I was alone in the elevator. I checked my.38 and put it loosely in the holster. God protect anyone in the room, including me, if I had to use it. The elevator eased to eight and I got out. It all looked familiar. Room 813 was the last one down the corridor. I knocked and waited. Nothing. I knocked again and the door opened.
Fred Astaire was standing in the doorway. He was dressed completely in black-trousers, shirt, with a red tie and no jacket. He looked both ways down the corridor and pulled me into the room, closing the door behind me.
“Look at this,” he said.
I looked around the room. Standard hotel-suite living room. Big, lots of light-colored old French-looking furniture, a great view. The same room I’d been in before. On the coffee table in front of a Louis-the-something sofa sat the wire recorder Willie Talbott’s and Luna Martin’s call had been recorded on. Someone had beat the hell out of the machine. My guess was the job had been done by a baseball bat or a sledgehammer.
“I see,” I said.
“No, you don’t,” Astaire said, motioning me to follow him to the open door to the left.
We stood in the doorway. The window drapes were up and the morning sun spread like a blanket over the late Arthur Forbes. He was naked and on his back. His eyes were open and seemed to be fascinated by something on the ceiling. I looked up. There was nothing there. I looked back at Forbes’s body. His chest was a wet, dark-red pool. The handle of a knife stuck out of his belly. Forbes’s hands were clasped around the handle.
“Suicide?” Astaire asked.
“Multiple wounds,” I said. “You don’t commit suicide by stabbing yourself six or seven times. It looks like he was trying to get the knife out when he died. I’d say you don’t have to give any more dance lessons to Arthur Forbes.”
I motioned to Astaire to stay at the doorway and went to the side of the bed, being careful not to touch anything. I checked Forbes’s fingers. They were all there.
“What happened?” I asked.
Astaire shrugged and said, “I came. I knocked. The door was open a crack. I stepped in, saw the wire recorder, and then found. . him. You knocked a minute or two later.”
“You touch anything?”
Astaire closed his eyes and tried to think. “Doorknobs, bedpost.”
“Good,” I said, wiping both bedposts with the end of the bedspread. “I think you should quietly get out of here and forget you came.”
“Someone may have seen me,” he said. “I think the desk clerk recognized me.”
“I’m sure the desk clerk recognized you,” I said, looking around for a clue and seeing none. “We lock the door behind us and say we knocked and got no answer.”
“Can’t do that, Toby,” Astaire said.
“You don’t tell lies?” I said, moving past him into the living room and trying to remember if I had touched anything but the wreckage of the wire recorder.
“Not illegal ones,” he said.
“How was Forbes as a dancer?” I asked, looking at Astaire.
“Terrible, why?”
“Three bad dancers are dead,” I said.
“You think someone is killing people who can’t do the fox-trot?”
“No,” I said. “Look, you don’t have to lie.
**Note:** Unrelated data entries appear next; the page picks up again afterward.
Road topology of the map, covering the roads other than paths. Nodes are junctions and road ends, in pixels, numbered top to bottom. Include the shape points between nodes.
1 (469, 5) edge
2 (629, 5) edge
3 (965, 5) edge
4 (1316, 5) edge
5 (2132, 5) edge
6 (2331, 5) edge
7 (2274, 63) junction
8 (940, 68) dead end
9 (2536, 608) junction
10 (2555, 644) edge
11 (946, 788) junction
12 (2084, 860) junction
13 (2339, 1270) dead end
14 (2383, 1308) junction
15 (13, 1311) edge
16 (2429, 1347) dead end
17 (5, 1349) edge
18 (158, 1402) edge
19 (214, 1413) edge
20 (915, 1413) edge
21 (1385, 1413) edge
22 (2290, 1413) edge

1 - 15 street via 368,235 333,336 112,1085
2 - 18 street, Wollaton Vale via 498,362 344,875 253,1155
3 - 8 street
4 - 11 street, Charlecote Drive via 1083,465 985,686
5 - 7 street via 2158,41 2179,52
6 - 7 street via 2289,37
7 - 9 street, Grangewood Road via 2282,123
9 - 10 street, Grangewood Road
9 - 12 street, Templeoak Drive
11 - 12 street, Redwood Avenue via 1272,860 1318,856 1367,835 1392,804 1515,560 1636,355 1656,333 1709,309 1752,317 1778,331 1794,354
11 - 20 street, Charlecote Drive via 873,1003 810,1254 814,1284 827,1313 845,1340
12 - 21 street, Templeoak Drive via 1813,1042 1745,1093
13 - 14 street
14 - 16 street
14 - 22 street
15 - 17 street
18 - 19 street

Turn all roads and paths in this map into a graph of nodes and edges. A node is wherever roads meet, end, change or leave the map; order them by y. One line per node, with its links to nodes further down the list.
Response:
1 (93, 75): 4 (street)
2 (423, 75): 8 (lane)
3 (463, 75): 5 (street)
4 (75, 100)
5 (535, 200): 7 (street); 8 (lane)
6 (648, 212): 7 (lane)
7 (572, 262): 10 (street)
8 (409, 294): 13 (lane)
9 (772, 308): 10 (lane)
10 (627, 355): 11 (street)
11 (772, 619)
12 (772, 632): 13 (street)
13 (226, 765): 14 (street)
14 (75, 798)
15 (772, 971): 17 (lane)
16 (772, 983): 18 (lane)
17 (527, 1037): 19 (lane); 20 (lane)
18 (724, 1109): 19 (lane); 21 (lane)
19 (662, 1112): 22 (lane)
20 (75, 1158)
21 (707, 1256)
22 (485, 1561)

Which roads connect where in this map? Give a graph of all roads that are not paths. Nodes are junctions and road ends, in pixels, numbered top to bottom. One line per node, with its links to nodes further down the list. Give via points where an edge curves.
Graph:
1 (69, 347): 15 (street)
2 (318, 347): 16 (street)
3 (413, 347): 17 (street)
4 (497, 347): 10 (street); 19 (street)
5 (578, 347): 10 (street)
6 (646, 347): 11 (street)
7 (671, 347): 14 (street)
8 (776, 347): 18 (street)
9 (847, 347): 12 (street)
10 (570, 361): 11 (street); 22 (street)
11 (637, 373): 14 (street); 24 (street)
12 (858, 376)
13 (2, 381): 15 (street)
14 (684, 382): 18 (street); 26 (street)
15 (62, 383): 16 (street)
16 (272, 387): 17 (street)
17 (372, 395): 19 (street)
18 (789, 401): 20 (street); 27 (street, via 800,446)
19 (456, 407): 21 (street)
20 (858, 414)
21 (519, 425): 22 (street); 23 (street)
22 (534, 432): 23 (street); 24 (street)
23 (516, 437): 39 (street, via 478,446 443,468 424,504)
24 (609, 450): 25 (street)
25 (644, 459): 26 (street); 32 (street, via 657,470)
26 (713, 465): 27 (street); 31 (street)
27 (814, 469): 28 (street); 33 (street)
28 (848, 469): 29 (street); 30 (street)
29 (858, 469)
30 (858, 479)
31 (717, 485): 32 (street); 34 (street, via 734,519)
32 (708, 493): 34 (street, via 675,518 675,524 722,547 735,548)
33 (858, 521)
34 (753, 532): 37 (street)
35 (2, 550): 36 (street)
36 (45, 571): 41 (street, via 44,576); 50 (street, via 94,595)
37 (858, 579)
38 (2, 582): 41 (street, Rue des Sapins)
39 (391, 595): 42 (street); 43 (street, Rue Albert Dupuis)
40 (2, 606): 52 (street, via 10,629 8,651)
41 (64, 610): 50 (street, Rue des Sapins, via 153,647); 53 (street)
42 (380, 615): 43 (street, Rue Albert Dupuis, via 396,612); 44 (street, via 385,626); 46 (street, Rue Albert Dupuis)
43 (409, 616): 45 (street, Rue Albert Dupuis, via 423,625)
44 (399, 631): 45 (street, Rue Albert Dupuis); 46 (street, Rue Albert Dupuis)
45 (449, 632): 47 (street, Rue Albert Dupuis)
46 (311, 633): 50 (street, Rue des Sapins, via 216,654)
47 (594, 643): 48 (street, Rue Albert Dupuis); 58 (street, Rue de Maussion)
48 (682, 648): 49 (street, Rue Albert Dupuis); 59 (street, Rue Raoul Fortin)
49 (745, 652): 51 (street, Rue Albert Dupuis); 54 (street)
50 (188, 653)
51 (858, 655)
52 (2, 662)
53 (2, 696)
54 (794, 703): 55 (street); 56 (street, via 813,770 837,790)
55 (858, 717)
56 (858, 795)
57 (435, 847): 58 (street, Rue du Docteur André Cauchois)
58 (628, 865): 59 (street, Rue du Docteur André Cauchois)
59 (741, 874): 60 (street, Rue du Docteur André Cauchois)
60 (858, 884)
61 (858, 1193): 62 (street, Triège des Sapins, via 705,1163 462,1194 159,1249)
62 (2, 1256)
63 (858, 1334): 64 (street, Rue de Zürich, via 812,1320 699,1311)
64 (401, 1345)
But you don’t have to be here when the police come. We go somewhere. I call the police, tell them where to find Forbes, and you go home or wherever you were going. If the police come to talk to you, tell them we reported the murder and on my advice you went home. You buy that?”
“I’m thinking,” Astaire said.
“Think on the way downstairs,” I said and went to the front door.
“I don’t have to think about it,” said Astaire with a sigh. “I’m calling the police from the lobby and waiting for them.”
“Suit yourself,” I said with a shrug and opened the door to the hallway.
Captain John Cawelti was standing there, his hand up to knock. Behind him was Steve Seidman.
“Captain, we were on the way down to call you,” I said. “Forbes is in the other room, dead.”
“I know,” said Cawelti, touching his center-parted red hair to be sure it hadn’t all fallen out.
He moved past us with Seidman behind him. I mouthed, “Where’s Phil?” Seidman shook his head.
“Your brother is on special assignment,” Cawelti said, looking down at the remnants of the wire recorder. “I wanted this one. Got a call that Arthur Forbes had been murdered and that none other than Mr. Fred Astaire had done him in.”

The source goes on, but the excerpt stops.